Report No. 29
81. Special character of the enactments.-The features enumerated above1 amply show, that the enactments in question are of a special character, and stand apart from the general criminal law of the country embodied in the Indian Penal Code.
1. Paras. 48 to 80, supra.
82. Possibility of new offences in future.-While taking a decision about transferring the provisions of special enactments to the Indian Penal Code, we should bear in mind a practical aspect, namely, that with the passage of time, new and fresh offences under the head "anti-social offences" will come into existence, and those new offences may, in the light of practical needs, necessitate their own special rules of evidence and procedure, as well as special provisions as to maximum and minimum punishment. The manifestations of human ingenuity cannot be predicted, and special provisions may become necessary to tackle them. On the other hand, it may be that several of the offences dealt with in the special enactments now in force may, in course of time, become obsolete or lose their importance. In view of these considerations, it would be more practicable to keep provisions relating to such offences in special enactments, as they are at present.
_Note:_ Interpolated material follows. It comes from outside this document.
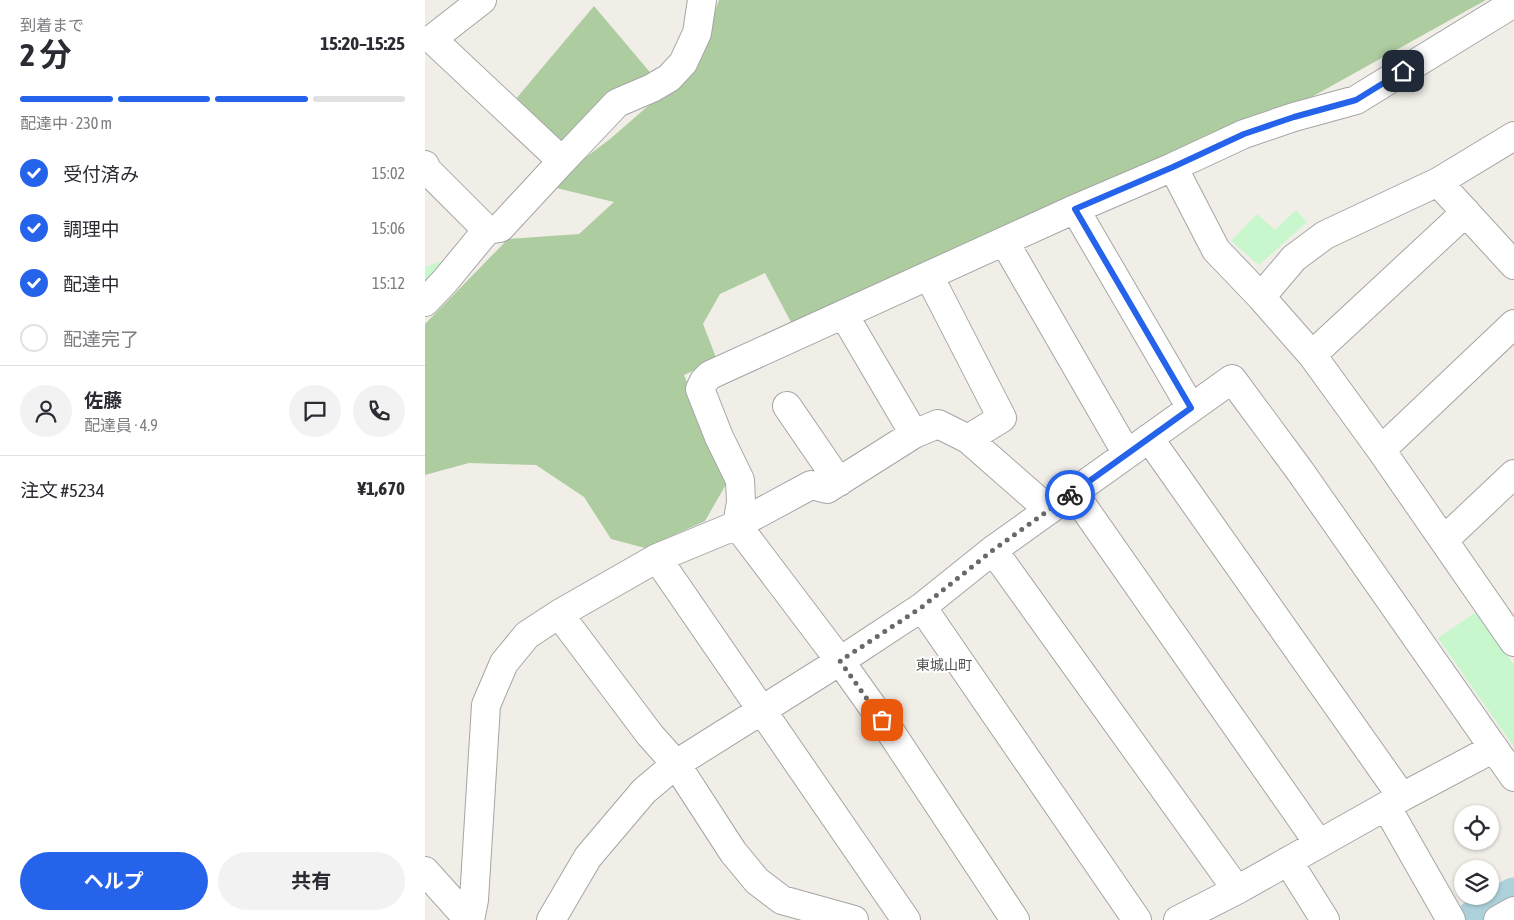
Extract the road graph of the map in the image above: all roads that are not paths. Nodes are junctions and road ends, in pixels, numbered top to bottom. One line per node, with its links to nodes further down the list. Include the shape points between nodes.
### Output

In this connection, we may also point out, that besides the offences listed by the Santhanam Committee1, there are several other offences which could be regarded of an anti-social character, and that these are all dealt with in special laws2.
1. Para. 2, supra.
2. See Appendix 10.
83. Likelihood of new devices coming into existence.-We would also point out, that with the passage of time, new and fresh devices to evade the existing taxation or economic laws might come into being, and the more convenient course would, therefore, be to deal with them in the relevant special enactments rather than in the Indian Penal Code.
84. As has been stated1, "The race between the evaders of the law and the authorities who enforce the law may, in some fields (like techniques and methods), be one continuous process, in which each tries to get the better of the other. In such circumstances, the Legislature and the Government may try to equip the enforcers of the law at any time with powers required at that time, considering the prevailing circumstances, the nature and extent of activities of "evaders and extent of power requisite for the officers enforcing the law, includingrules and notifications to deal with the evaders."
1. Shreeram Durgaprasad (Private) Ltd. v. D.C. Customs Department, AIR 1965 AP 294 (302), para. 33 (per Anantanarayana Ayyar J.) (August).